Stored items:
------------------------------------------------
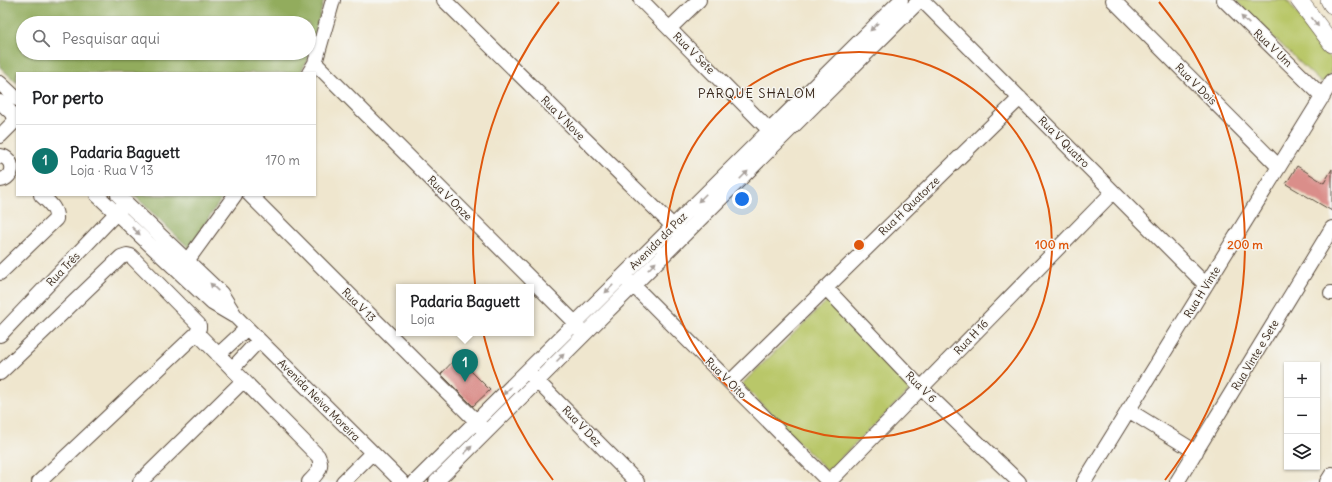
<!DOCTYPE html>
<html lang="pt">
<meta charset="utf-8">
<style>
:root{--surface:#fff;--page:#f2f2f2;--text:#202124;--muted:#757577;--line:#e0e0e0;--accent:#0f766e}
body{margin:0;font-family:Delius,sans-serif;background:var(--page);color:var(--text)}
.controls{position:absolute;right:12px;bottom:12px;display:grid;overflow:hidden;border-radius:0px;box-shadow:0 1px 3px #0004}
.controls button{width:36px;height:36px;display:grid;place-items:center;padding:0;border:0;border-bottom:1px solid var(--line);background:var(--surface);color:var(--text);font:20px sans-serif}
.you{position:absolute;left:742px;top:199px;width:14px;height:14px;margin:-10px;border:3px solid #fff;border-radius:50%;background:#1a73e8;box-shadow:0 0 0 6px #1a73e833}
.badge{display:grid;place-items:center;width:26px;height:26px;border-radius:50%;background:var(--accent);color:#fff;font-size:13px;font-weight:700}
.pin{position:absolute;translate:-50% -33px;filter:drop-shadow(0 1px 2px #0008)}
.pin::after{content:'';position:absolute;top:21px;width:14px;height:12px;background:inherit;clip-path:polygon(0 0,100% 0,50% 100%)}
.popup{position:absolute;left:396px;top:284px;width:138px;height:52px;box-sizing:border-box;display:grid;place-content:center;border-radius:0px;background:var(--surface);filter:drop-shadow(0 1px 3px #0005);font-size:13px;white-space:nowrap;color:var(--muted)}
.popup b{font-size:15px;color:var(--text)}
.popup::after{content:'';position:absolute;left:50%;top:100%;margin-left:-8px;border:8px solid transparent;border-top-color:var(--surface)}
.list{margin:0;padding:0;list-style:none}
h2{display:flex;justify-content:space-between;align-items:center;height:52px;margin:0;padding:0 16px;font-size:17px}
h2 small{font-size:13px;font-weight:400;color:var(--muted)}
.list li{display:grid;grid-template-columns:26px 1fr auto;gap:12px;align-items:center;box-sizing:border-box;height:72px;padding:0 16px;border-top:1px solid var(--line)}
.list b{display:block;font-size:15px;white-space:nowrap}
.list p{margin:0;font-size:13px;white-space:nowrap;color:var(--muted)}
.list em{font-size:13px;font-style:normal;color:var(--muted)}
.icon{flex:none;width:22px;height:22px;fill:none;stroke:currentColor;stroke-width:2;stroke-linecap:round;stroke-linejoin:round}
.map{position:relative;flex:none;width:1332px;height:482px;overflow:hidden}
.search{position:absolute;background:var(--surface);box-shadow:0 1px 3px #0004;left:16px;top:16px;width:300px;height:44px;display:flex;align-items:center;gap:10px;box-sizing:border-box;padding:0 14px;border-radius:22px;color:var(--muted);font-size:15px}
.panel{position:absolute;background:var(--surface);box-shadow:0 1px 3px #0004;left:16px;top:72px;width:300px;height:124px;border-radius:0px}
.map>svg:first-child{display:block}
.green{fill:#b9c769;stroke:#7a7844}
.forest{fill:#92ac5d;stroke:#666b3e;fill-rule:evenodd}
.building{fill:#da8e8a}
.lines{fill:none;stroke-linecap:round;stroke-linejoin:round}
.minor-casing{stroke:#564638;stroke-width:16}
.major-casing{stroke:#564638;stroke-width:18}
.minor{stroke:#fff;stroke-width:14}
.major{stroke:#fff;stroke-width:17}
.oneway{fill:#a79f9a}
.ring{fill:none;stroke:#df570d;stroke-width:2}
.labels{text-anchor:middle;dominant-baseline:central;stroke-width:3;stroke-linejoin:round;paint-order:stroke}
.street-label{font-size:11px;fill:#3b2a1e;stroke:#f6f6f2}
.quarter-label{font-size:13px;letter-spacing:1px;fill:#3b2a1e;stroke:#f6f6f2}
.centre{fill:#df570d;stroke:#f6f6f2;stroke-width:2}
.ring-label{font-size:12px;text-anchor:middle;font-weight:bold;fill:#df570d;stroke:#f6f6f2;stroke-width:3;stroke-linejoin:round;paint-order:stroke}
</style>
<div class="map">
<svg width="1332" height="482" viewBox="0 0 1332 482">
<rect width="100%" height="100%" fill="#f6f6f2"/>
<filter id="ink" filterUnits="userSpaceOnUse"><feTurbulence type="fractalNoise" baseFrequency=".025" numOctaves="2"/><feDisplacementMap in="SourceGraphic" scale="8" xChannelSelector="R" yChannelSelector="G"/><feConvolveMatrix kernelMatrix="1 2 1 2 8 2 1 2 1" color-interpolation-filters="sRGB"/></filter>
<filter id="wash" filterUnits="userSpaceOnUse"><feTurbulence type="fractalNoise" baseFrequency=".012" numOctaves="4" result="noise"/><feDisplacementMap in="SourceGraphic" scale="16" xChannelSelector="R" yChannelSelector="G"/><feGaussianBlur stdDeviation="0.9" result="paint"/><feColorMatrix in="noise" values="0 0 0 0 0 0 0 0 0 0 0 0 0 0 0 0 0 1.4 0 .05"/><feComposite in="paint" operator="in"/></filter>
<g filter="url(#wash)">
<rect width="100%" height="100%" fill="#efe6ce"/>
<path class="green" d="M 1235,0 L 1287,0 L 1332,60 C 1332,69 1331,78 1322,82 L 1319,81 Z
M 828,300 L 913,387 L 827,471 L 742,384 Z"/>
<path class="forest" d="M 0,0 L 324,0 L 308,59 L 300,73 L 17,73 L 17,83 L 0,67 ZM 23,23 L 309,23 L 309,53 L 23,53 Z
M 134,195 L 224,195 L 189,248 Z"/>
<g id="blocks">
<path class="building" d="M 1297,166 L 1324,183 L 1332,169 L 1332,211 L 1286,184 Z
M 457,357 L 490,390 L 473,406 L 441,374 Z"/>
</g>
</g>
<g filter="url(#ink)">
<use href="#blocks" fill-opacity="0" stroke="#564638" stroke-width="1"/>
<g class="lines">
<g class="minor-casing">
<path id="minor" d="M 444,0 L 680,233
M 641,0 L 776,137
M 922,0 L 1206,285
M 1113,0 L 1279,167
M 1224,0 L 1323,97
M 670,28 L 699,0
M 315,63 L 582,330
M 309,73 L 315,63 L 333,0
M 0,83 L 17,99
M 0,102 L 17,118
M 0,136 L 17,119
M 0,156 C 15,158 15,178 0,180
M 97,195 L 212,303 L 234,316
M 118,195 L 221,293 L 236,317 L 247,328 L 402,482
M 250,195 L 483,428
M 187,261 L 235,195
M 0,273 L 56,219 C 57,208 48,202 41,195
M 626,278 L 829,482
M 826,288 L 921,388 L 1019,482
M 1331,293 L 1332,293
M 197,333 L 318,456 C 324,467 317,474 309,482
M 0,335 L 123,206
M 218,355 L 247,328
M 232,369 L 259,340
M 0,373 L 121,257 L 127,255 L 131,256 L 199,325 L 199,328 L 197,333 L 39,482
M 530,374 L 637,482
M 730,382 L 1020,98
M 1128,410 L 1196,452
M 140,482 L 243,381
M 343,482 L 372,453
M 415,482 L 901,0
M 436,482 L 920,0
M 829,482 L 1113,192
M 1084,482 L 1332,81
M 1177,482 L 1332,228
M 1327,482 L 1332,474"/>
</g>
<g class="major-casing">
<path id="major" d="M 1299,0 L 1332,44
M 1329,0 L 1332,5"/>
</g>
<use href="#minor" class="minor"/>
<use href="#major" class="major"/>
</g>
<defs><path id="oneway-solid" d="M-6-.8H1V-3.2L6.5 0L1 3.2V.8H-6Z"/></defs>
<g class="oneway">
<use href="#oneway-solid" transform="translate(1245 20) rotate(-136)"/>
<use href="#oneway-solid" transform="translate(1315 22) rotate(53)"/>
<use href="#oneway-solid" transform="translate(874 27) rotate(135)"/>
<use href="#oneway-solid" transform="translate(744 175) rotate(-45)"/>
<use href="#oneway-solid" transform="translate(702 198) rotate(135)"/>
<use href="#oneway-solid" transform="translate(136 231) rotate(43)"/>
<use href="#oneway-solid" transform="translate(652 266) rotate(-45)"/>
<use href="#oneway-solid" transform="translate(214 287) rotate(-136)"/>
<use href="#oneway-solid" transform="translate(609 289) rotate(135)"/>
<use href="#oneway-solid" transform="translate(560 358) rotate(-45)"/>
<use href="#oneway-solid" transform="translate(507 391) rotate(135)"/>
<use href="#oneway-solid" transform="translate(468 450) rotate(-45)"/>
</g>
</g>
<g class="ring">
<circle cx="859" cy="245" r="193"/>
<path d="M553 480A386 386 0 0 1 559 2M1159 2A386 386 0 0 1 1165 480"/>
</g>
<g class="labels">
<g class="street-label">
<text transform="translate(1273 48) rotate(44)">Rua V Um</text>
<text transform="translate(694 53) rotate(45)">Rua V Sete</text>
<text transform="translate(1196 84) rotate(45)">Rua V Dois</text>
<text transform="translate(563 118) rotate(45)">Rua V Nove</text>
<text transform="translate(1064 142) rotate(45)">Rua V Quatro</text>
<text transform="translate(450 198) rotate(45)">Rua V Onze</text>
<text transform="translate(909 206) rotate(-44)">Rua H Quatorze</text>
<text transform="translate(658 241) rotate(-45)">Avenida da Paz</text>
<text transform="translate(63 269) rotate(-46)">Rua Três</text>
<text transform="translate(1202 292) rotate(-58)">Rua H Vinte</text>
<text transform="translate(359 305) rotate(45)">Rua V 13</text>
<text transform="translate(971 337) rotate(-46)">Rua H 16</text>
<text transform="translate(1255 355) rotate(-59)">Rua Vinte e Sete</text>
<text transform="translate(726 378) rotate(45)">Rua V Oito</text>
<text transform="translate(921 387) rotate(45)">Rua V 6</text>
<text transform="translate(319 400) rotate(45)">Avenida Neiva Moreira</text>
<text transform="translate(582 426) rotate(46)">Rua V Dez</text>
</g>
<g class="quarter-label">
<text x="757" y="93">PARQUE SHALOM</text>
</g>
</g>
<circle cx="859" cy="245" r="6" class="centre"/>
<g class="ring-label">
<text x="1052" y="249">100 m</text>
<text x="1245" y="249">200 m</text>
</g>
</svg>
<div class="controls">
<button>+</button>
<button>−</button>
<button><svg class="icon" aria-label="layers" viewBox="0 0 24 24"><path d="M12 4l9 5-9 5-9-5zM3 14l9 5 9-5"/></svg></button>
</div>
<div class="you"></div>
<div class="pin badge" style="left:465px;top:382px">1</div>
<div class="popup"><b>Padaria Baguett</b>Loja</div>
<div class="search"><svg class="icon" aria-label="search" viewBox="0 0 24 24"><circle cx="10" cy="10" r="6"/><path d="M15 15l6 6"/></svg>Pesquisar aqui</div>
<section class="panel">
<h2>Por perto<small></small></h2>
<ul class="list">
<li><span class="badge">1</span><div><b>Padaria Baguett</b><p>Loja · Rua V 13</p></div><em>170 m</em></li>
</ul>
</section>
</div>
------------------------------------------------
EXERCISE DIRECTIONS: Pull out all lines of the data with the string "forest".

SOLUTION TO THE EXERCISE:
.forest{fill:#92ac5d;stroke:#666b3e;fill-rule:evenodd}
<path class="forest" d="M 0,0 L 324,0 L 308,59 L 300,73 L 17,73 L 17,83 L 0,67 ZM 23,23 L 309,23 L 309,53 L 23,53 Z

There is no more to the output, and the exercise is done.